Task prompt:
When you find the word "Columbia" in a line of the entries, please copy the whole line.

Entries shown:
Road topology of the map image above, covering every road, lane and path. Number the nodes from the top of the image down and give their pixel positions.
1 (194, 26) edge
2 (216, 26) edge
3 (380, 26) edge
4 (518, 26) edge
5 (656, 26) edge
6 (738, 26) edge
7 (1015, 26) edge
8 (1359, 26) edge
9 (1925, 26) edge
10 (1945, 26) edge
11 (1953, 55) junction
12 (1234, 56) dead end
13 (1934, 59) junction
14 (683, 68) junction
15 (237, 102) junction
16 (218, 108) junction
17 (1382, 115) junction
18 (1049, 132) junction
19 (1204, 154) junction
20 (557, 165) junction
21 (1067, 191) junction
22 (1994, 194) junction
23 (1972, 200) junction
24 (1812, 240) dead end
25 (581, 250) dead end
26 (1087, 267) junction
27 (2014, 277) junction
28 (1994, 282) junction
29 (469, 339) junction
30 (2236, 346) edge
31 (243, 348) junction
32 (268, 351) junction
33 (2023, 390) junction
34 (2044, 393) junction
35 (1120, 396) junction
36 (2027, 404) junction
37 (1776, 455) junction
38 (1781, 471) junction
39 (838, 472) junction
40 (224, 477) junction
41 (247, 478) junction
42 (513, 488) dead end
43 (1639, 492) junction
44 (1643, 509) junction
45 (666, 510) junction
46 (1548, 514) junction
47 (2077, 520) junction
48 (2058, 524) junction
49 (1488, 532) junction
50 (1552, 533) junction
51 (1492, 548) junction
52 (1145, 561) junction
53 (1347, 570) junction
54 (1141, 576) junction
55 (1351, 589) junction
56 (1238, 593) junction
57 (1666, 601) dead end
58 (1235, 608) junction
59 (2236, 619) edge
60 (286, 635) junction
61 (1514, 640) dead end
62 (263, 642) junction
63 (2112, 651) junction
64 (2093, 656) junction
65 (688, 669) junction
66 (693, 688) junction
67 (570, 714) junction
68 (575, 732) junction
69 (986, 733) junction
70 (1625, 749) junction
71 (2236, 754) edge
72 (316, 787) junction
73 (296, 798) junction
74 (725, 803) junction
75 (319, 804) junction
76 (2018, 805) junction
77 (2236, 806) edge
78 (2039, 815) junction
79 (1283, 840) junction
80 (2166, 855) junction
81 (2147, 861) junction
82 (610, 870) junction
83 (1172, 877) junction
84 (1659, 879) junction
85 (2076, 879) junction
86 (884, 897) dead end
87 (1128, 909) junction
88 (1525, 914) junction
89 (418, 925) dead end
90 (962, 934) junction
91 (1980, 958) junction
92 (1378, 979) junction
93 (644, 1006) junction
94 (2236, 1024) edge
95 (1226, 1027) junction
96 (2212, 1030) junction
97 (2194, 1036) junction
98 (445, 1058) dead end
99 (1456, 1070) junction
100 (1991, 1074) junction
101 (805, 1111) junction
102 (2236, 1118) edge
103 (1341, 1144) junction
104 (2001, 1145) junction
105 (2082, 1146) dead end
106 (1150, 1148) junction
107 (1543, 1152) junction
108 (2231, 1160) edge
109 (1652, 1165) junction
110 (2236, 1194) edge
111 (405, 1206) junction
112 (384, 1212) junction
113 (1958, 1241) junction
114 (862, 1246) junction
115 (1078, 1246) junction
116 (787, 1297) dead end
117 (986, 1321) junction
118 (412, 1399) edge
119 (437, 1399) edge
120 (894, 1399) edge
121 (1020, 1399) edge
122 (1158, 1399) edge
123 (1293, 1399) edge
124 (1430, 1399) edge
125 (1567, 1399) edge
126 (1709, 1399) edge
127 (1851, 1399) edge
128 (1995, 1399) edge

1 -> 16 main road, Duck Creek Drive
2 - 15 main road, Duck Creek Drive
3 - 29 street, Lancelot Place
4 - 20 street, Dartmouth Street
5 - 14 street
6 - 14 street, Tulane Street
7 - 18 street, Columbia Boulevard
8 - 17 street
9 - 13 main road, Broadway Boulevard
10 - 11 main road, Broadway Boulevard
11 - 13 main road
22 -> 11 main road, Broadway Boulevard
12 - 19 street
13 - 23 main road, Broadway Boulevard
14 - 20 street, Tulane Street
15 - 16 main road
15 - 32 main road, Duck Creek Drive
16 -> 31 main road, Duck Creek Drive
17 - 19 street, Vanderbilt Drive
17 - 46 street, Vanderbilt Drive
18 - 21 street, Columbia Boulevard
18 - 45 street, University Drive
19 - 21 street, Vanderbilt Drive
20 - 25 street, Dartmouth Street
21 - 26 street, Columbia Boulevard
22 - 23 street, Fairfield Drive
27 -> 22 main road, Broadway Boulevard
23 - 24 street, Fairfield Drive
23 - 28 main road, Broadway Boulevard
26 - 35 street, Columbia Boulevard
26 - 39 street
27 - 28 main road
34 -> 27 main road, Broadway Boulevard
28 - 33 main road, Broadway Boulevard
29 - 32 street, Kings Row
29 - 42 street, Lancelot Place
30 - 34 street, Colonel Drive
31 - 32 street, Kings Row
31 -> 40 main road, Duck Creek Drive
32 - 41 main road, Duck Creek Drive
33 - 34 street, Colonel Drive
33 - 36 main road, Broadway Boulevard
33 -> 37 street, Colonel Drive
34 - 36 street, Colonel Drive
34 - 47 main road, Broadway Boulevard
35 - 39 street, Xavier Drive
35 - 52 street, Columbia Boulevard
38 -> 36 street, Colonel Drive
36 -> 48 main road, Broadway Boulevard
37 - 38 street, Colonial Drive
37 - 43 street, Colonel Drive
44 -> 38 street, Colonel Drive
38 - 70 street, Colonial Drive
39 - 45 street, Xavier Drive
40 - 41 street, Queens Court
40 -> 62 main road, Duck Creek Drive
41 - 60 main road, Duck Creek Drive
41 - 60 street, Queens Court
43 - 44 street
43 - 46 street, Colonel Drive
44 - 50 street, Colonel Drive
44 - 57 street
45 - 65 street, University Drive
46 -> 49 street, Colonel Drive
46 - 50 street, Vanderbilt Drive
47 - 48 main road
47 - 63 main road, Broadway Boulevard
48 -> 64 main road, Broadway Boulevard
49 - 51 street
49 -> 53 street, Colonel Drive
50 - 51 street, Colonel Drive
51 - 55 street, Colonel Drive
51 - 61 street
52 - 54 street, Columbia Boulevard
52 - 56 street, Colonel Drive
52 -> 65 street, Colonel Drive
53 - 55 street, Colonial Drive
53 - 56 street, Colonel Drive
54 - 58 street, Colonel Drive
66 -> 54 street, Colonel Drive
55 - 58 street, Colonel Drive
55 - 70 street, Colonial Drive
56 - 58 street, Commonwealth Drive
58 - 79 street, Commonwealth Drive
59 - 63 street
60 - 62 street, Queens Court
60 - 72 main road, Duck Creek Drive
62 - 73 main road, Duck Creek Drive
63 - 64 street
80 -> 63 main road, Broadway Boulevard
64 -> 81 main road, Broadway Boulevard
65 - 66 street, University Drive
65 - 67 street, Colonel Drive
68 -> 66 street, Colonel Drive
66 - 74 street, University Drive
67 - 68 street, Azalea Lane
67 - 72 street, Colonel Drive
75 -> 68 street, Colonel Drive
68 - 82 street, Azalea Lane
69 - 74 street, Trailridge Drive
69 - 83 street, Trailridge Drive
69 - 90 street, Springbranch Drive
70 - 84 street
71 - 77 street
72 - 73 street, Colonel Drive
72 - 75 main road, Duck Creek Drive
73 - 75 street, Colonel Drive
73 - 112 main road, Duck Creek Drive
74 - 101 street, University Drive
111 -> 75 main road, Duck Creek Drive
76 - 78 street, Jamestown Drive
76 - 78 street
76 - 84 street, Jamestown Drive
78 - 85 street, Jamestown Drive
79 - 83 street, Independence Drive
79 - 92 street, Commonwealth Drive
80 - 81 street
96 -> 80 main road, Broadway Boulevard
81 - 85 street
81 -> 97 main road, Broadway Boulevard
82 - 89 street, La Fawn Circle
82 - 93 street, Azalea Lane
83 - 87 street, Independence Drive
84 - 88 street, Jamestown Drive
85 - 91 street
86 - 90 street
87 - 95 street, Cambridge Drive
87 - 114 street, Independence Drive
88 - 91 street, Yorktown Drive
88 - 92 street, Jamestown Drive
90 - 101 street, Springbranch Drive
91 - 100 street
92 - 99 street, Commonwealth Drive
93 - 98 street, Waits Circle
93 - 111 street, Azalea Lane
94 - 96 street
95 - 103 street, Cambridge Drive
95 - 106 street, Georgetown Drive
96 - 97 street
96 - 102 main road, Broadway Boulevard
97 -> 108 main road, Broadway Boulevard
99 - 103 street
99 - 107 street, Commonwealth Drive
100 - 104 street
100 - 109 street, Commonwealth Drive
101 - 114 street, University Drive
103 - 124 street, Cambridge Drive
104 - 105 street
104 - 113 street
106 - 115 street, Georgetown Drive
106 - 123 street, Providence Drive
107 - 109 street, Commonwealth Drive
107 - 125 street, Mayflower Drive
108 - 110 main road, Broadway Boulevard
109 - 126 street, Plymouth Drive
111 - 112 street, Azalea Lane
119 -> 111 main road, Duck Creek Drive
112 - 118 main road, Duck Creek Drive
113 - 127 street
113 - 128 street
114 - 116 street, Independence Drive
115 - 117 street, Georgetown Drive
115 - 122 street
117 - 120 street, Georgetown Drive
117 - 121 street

Response to the task:
7 - 18 street, Columbia Boulevard
18 - 21 street, Columbia Boulevard
21 - 26 street, Columbia Boulevard
26 - 35 street, Columbia Boulevard
35 - 52 street, Columbia Boulevard
52 - 54 street, Columbia Boulevard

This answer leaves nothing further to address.